The DMs are much improved with the use of the Banning feature, but only as far as pop music goes. In the classical realm, they are total duds. I have going on for 800 tracks in my Classical playlist, and the DMs do not in any way reflect my taste. They are formulated for somebody else, ‘but not for me’. The lists are performer-orientated, not composer-orientated or sub-genre-orientated, with the exception of one Mahler-themed Mix. Today there isn’t one single classical mix. They are ‘no more’. A cursory glance at my playlists would suggest I like pastoral, easy-listening, Scandi-noir sort of music: Delius, Sibelius, Vaughan Williams: I’m not that bothered who performs them. I would like suggestions of similar music. Instead, I have been served up ambient music, film music, avant-garde music, for example, by people I’ve never even heard of. If the DMs are made for me, please can they at least try to widen the preferences I already have? If they are not made for me, why present me with them? I would rather just opt out. And yes, I could ignore them, but I’d rather have a go at getting them to be more relevant first, since I’m paying for them.
Furthermore, I’ve just had a glance further down the Home Page: the two Genres for You suggestions (operative term being ‘for you’) are Saxophone Jazz and Guitar Jazz. I hate Jazz! There is not one Jazz track in my 4000-track collection. And then, in the Recommended Artists, I have only heard of three out of 15! Again, the problem is that these are performer-orientated. A cursory glance at my playlists would reveal I am not a fan of solo classical singers, yet some of the Recommended Artists are, indeed, solo classical singers.
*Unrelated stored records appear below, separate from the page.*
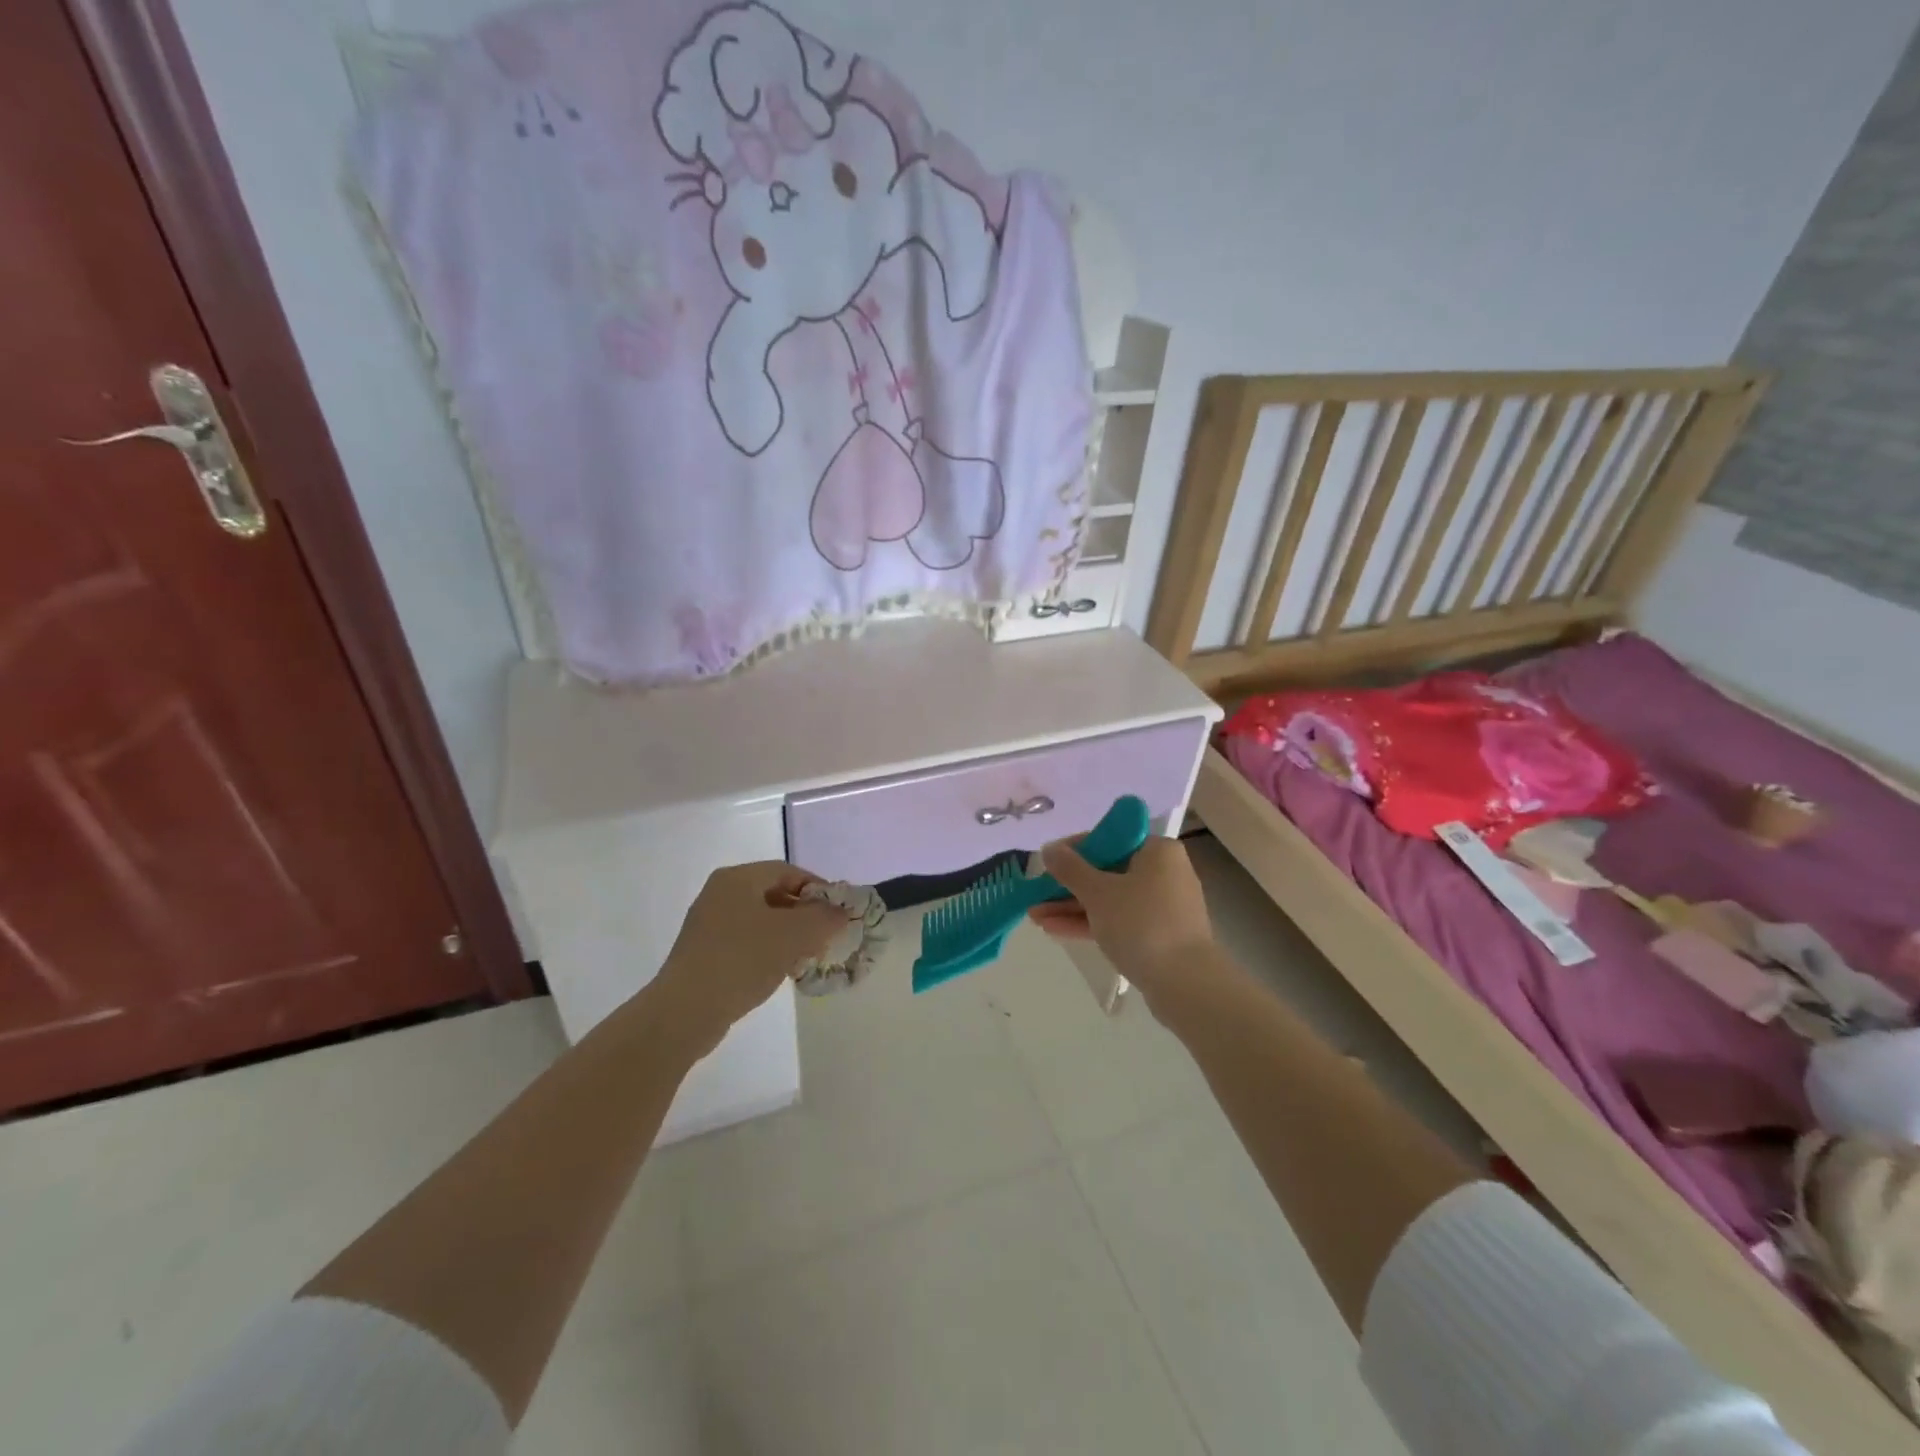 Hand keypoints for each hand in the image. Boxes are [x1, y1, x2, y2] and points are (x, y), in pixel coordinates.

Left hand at [645, 862, 848, 1053]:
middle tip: (826, 936)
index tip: (838, 912)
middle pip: (774, 894)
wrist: (686, 1011)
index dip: (818, 888)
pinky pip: (745, 941)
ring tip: (807, 957)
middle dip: (804, 914)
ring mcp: (708, 924)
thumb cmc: (742, 960)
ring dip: (788, 934)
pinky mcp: (703, 953)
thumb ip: (824, 918)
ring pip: (760, 920)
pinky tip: (779, 972)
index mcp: (738, 878)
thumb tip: (840, 913)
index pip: (788, 871)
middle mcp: (720, 893)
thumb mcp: (794, 935)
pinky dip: (767, 950)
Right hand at [1027, 836, 1213, 994]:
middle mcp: (1163, 873)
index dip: (1074, 850)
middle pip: (1107, 871)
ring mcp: (1161, 907)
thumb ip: (1070, 868)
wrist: (1186, 984)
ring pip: (1109, 899)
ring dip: (1072, 906)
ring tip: (1035, 916)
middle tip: (1036, 894)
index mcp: (1157, 851)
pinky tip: (1053, 930)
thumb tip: (1049, 848)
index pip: (1109, 839)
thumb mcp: (1098, 892)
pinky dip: (1089, 923)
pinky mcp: (1157, 935)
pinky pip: (1117, 921)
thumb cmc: (1142, 924)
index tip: (1047, 863)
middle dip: (1067, 885) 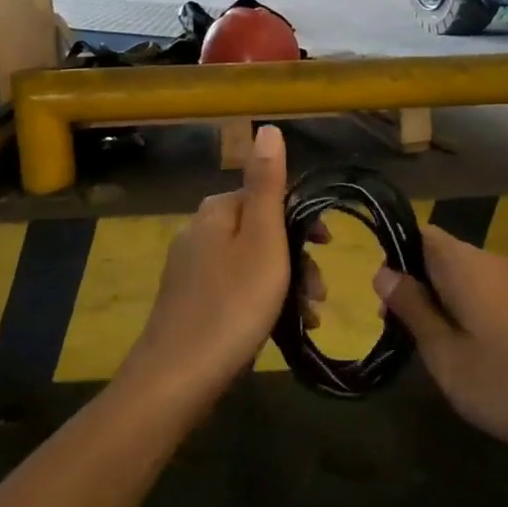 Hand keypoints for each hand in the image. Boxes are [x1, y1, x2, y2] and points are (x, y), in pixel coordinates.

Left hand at [123, 124, 296, 399]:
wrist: (177, 378)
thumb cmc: (232, 304)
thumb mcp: (262, 238)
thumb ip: (267, 184)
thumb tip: (268, 127)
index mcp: (215, 212)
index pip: (268, 196)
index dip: (305, 219)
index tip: (330, 248)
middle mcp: (198, 233)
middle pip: (261, 232)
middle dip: (298, 258)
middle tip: (320, 293)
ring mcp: (190, 270)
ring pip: (251, 264)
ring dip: (285, 284)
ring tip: (309, 317)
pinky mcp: (188, 304)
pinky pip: (235, 291)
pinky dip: (262, 303)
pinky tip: (280, 329)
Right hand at [374, 225, 507, 472]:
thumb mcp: (446, 355)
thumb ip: (413, 310)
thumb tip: (382, 272)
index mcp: (464, 264)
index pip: (420, 233)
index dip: (395, 255)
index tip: (381, 296)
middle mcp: (491, 261)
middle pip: (440, 254)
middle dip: (415, 284)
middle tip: (397, 330)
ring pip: (464, 276)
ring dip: (440, 301)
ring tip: (429, 347)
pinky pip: (487, 293)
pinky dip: (467, 311)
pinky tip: (468, 352) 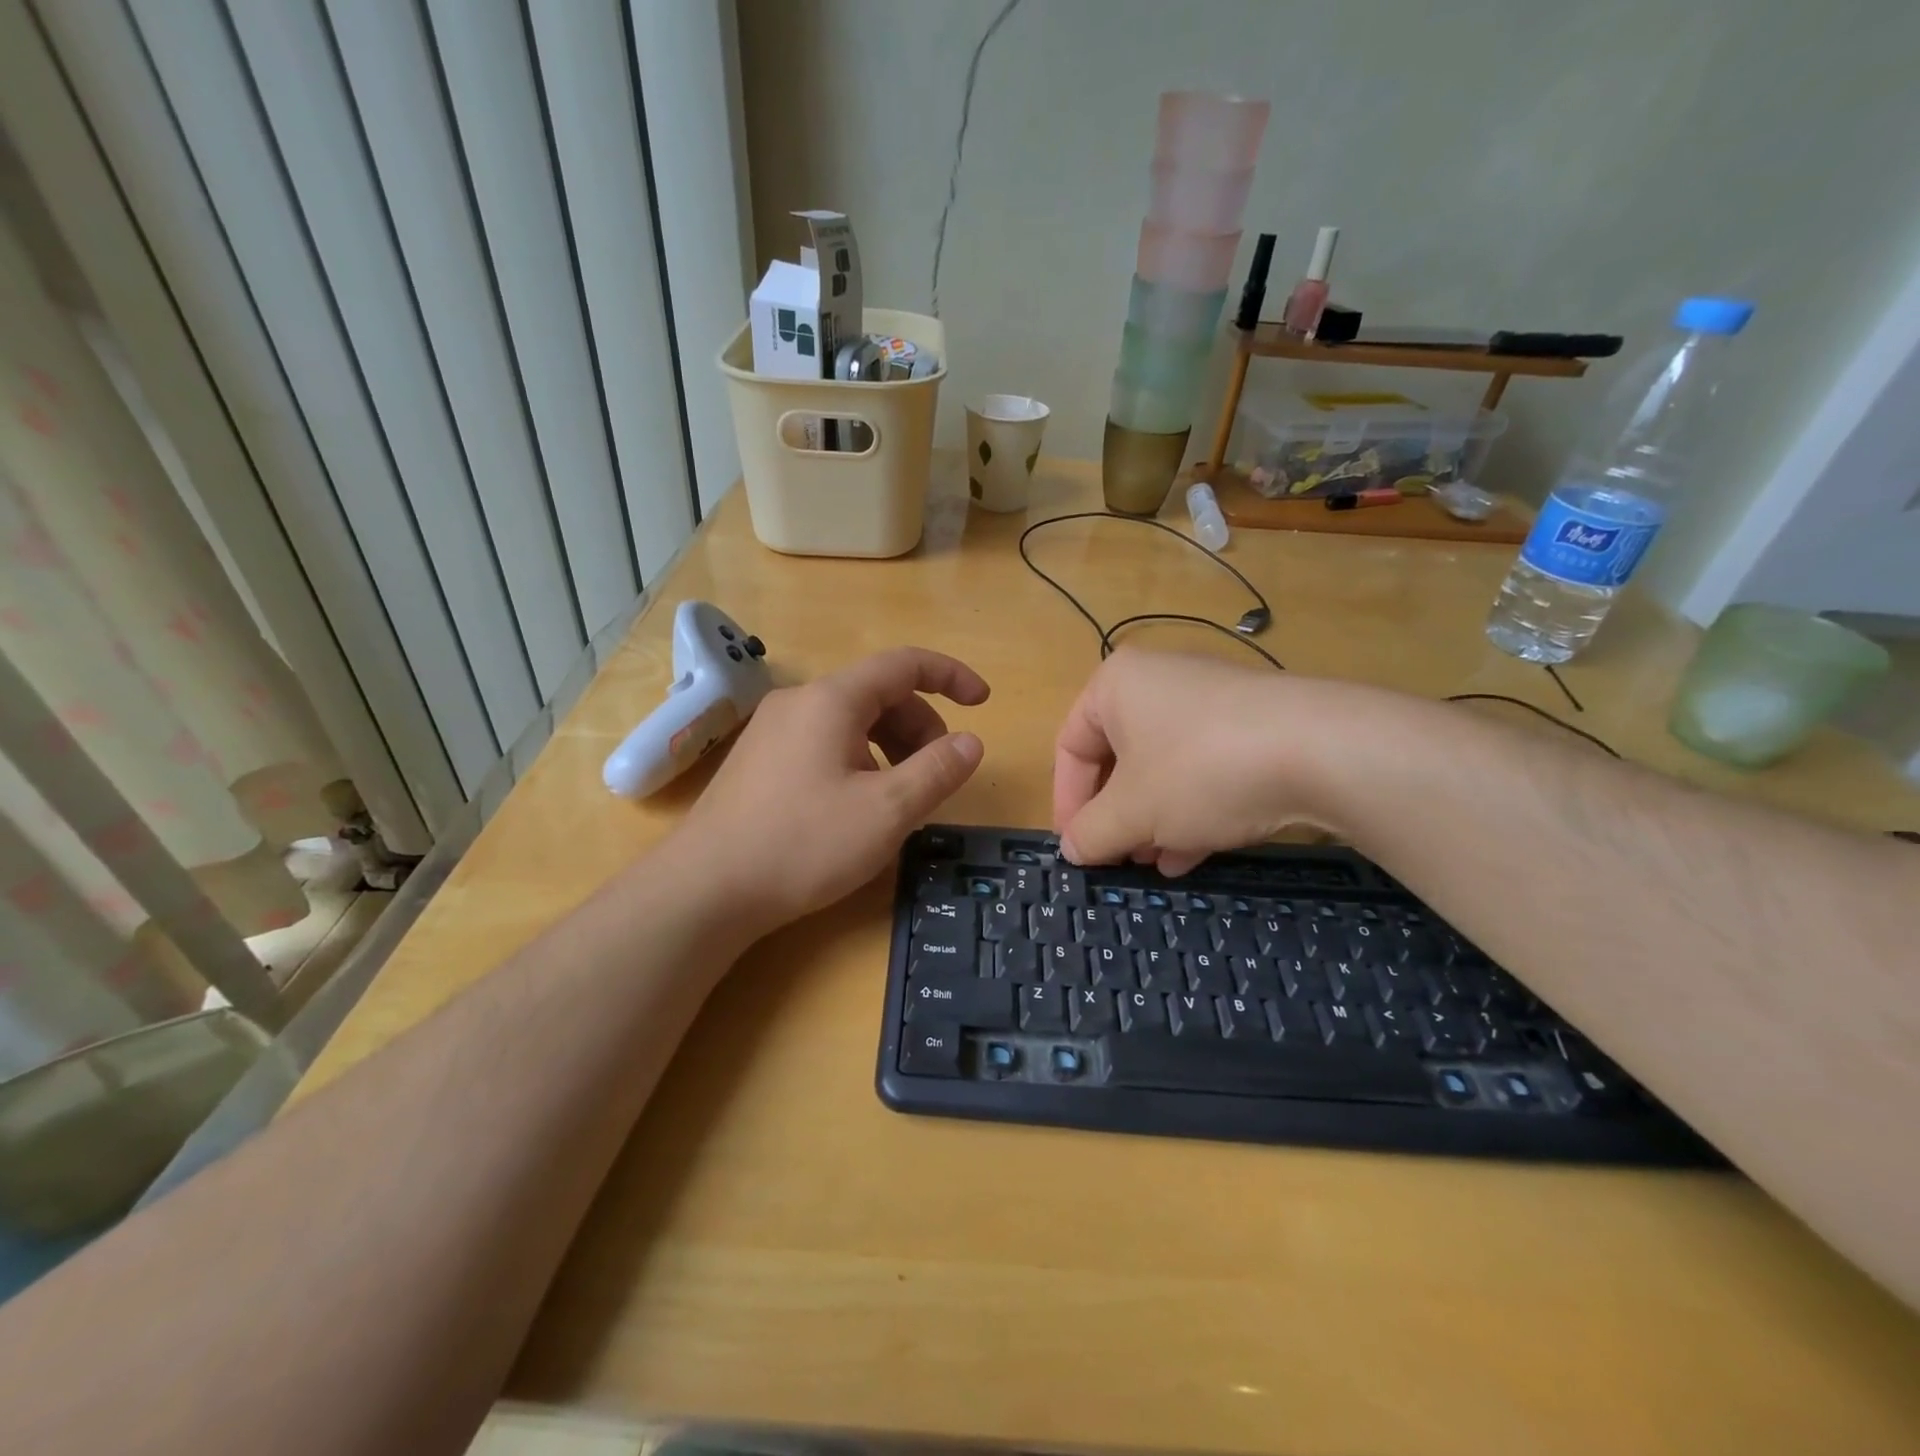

It might help if we could Ban types of music, such as solo classical singers, piano music, virtuoso, Baroque, or even if we could opt in to, say 19th-Century Orchestral Music. Whatever the case, the current modus operandi is not benefiting at least one paying customer. I regret to say that Idagio and even Apple Classical are much better at this than Roon, but I can’t afford multiple subscriptions.
If you describe your taste it sounds easy for someone who understands subgenres of classical music. For an algorithm it is basically impossible to understand such multi-dimensional criteria as not only subgenre, birthplace of the composer, orchestration, musical form, composer itself and period of composition have to be taken into consideration. Particularly with with era that is impossible as the classification which roon is using is unsharp if you move away from Baroque and Classical period. Even Renaissance and Romantic are not clearly defined.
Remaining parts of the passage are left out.